Transmettre le témoin c’est aussi une manière de penser la continuité humaine. Dans notre pratique, qu’elle soit professionnelle ou familiale, nous avons souvent vu combien les gestes du coach résonnent avec ceux du grand-parent : chacun transmet sans s’imposer, s’efface sans disparaitre. Quelle belle piste de développement pour notre communauté, à instaurer. Et c’est là que nos associations, écoles de coaching ou autres organismes qui fédèrent la pratique du coaching, pourraient avoir un rôle à jouer en créant davantage de conditions de relais.

Quelques pistes concrètes :

- Ritualiser les transitions : organiser des moments de passage symbolique, où l’expérience et les valeurs sont partagées ouvertement – et pas que des ateliers ou des formations basés sur les savoir-faire;

- Mettre en récit notre culture de coaching : recueillir les histoires de coaching, les gestes porteurs de sens, les tournants marquants;

- Encourager le compagnonnage : faire dialoguer les générations différentes présentes chez les coachs et autour de ce qui donne sens à la pratique du coaching.

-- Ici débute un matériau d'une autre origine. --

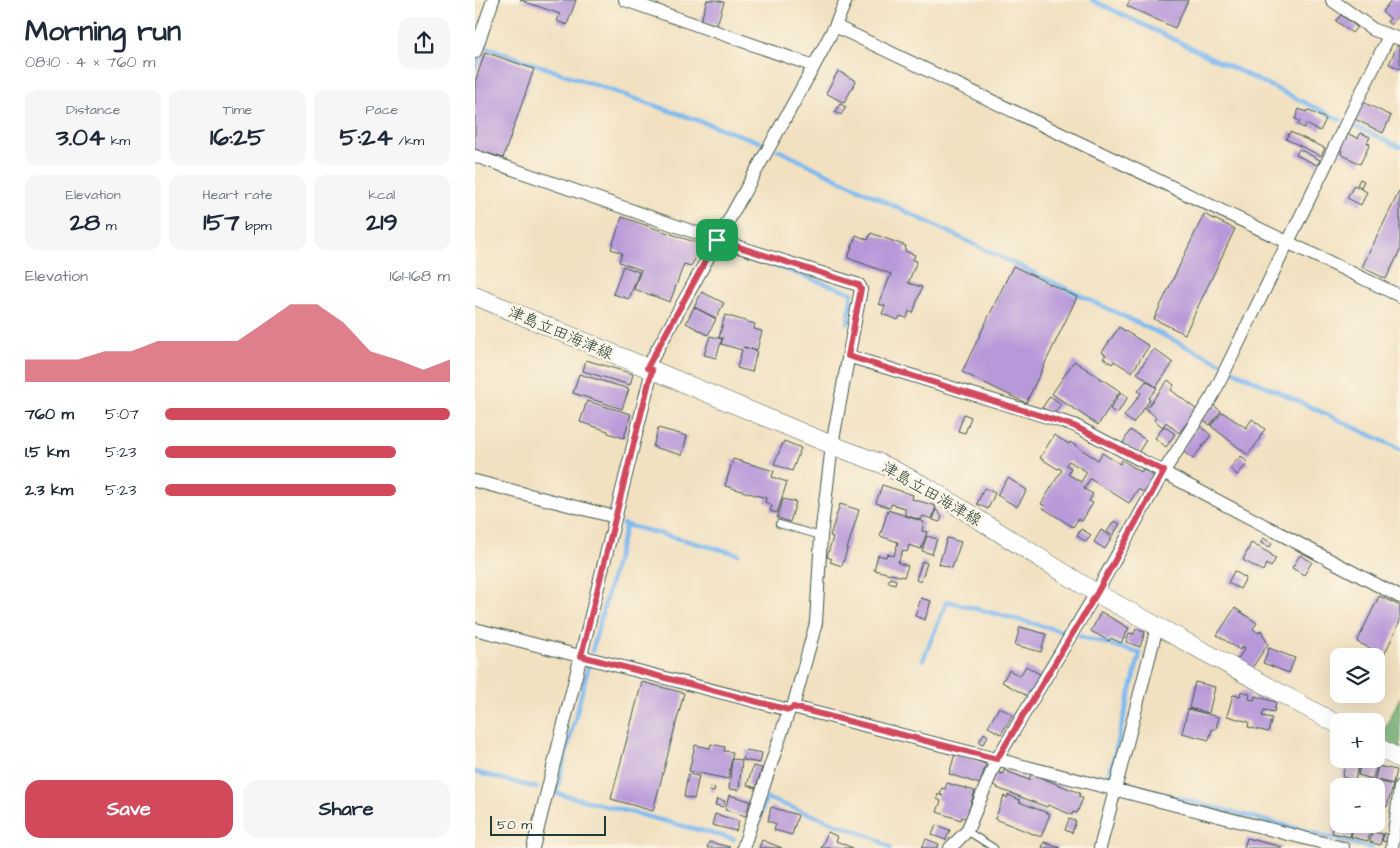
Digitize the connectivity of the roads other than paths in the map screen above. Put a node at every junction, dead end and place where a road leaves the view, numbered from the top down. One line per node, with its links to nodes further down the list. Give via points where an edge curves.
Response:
1 (493, 0): 7 (street)
2 (625, 0): 8 (street)
3 (846, 0): 5 (street)
4 (1332, 0): 6 (street, via 1374,30)
5 (835, 26): 8 (street); 11 (street)
6 (1394, 37): 11 (street)
7 (475, 52)
8 (814, 66): 10 (street)
9 (475, 156): 10 (street)
10 (717, 240): 14 (street, via 859,285 861,289); 15 (street)
11 (1287, 242): 13 (street); 17 (street, via 1213,395)
12 (475, 296): 15 (main road, 津島立田海津線)
13 (1400, 296)
14 (848, 356): 16 (street); 17 (street, via 1074,426)
15 (650, 369): 16 (main road, 津島立田海津線); 19 (street)
16 (832, 445): 21 (street); 22 (main road, 津島立田海津線, via 882,464 925,486)
17 (1164, 471): 22 (street); 23 (street)
18 (475, 481): 19 (street)
19 (615, 517): 26 (street)
20 (779, 524): 21 (lane)
21 (821, 536): 27 (street, via 816,623)
22 (1097, 593): 24 (main road, 津島立田海津線); 30 (street)
23 (1400, 596)
24 (1157, 627): 28 (main road, 津島立田海津線); 33 (street)
25 (475, 629): 26 (street)
26 (581, 656): 27 (street); 35 (street)
27 (791, 708): 30 (street); 36 (street)
28 (1330, 720)
29 (1385, 751): 31 (main road)
30 (997, 759): 33 (street); 34 (street)
31 (1400, 759)
32 (1400, 787): 41 (street)
33 (1115, 789): 39 (street); 40 (street)
34 (967, 831): 37 (street); 38 (lane)
35 (533, 848)
36 (743, 848)
37 (950, 848)
38 (994, 848)
39 (1100, 848)
40 (1343, 848)
41 (1392, 848)

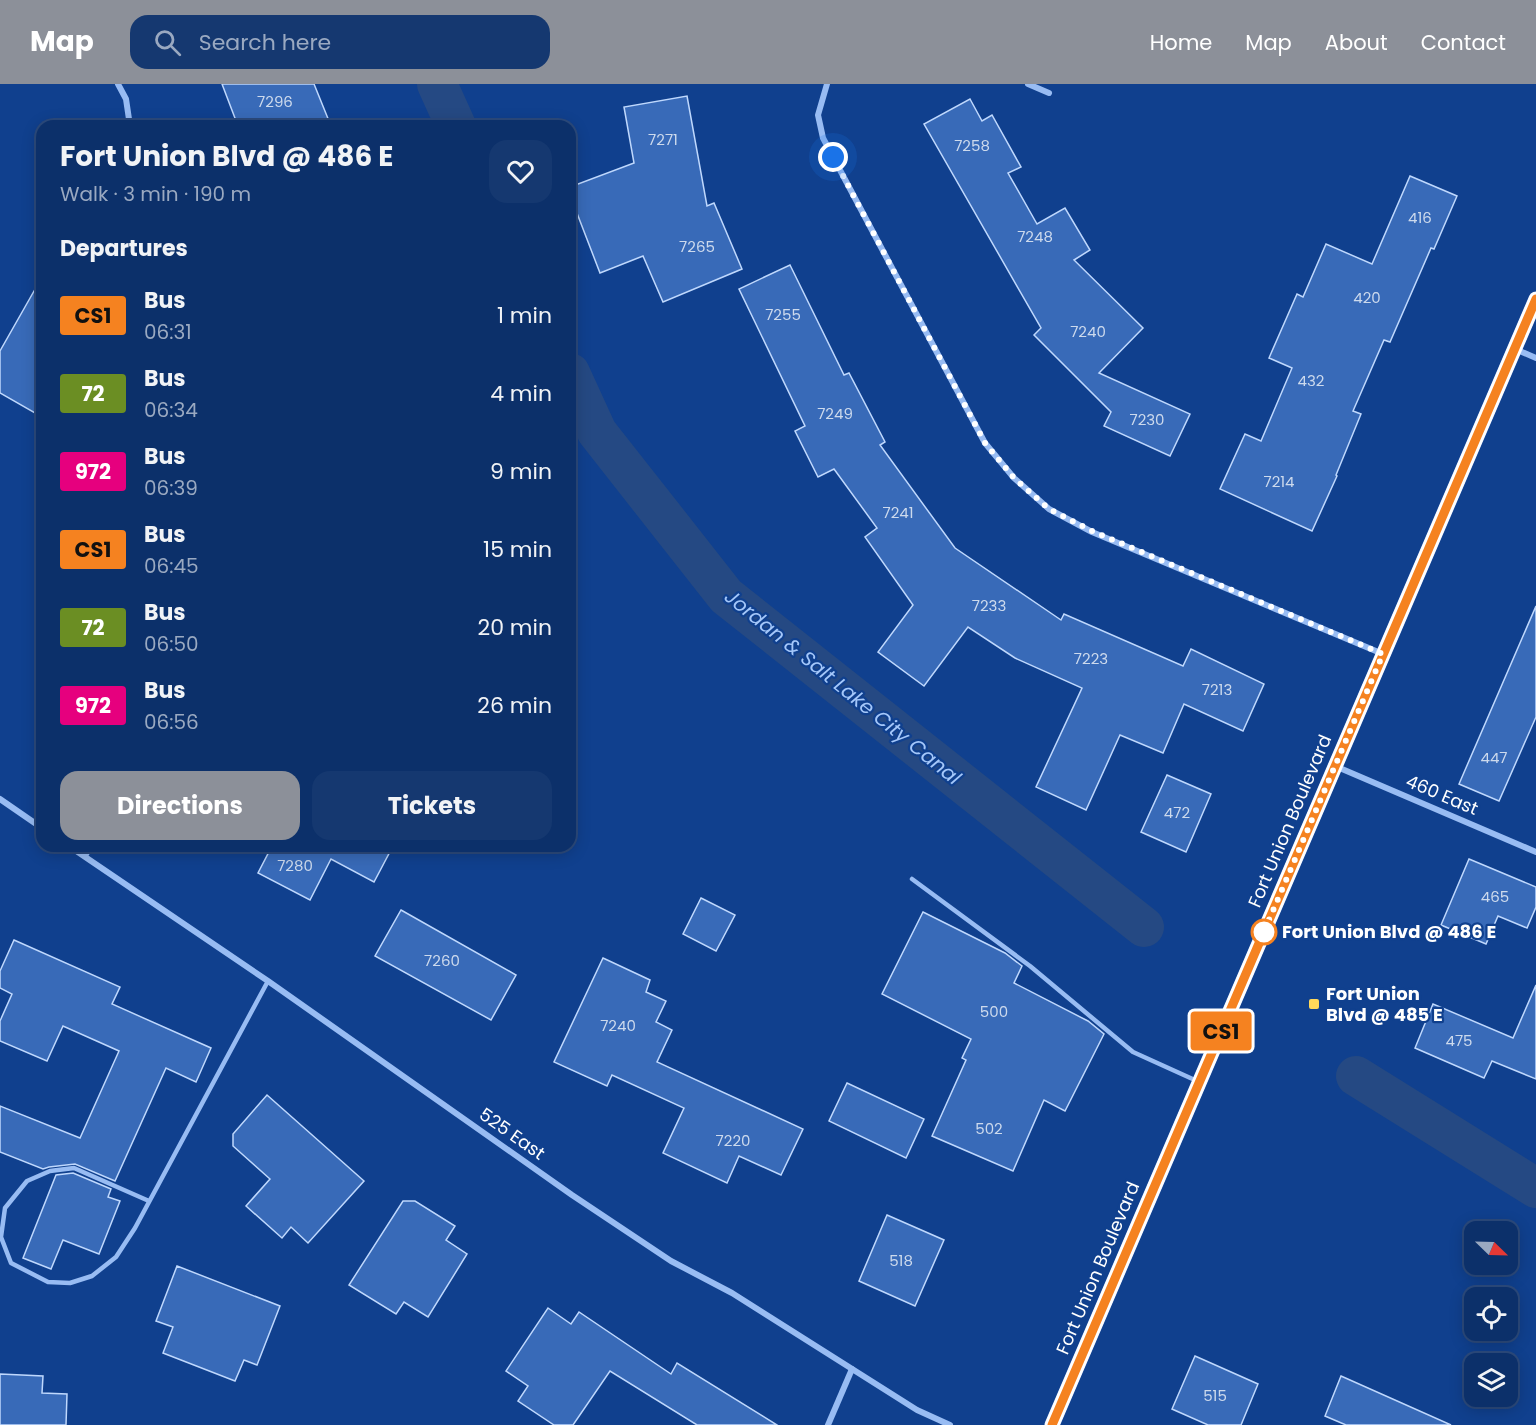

Quand les coachs développeront davantage cette conscience du relais, ils seront davantage soutenus eux-mêmes, ils seront chacun moi seuls. Les coachs feront réellement partie d’une équipe durable, où chacun sait qu’il participe à une course à relais et qu’il devra tenir compte de celui ou celle qui vient avant et après lui.

Coacher pour le sens

Dans un monde obsédé par la vitesse, la métaphore du relais rappelle une vérité simple : le coaching n’est pas qu’une performance solitaire, mais une responsabilité collective. La victoire de la compréhension de ce qu’est le coaching ne se joue pas à la ligne d’arrivée, mais bien dans le passage du relais, dans cette collégialité à bâtir entre les coachs.

Parce que l’on se préoccupe de quels coachs laisseront nous aux coachés, nous nous préoccupons de la transmission du sens et de faire durer la course.

En tant que coachs, mais aussi grands-parents, Jean-Luc Pening et moi, avons exploré ces dynamiques dans notre livre "Nos petits-enfants comptent sur nous". Il y est question, là aussi, de transmission du sens, d’écoute profonde, de posture bienveillante et de la responsabilité que nous avons envers les générations futures. Ainsi, le coaching ne se résume pas à une relation bilatérale. Il crée des empreintes durables, comme nous l’avons vu dans nos pratiques familiales. Transmettre aux jeunes générations, c’est aussi préparer le terrain pour les coachs à venir.

Vas-y! Tout est en toi, tu vas y arriver!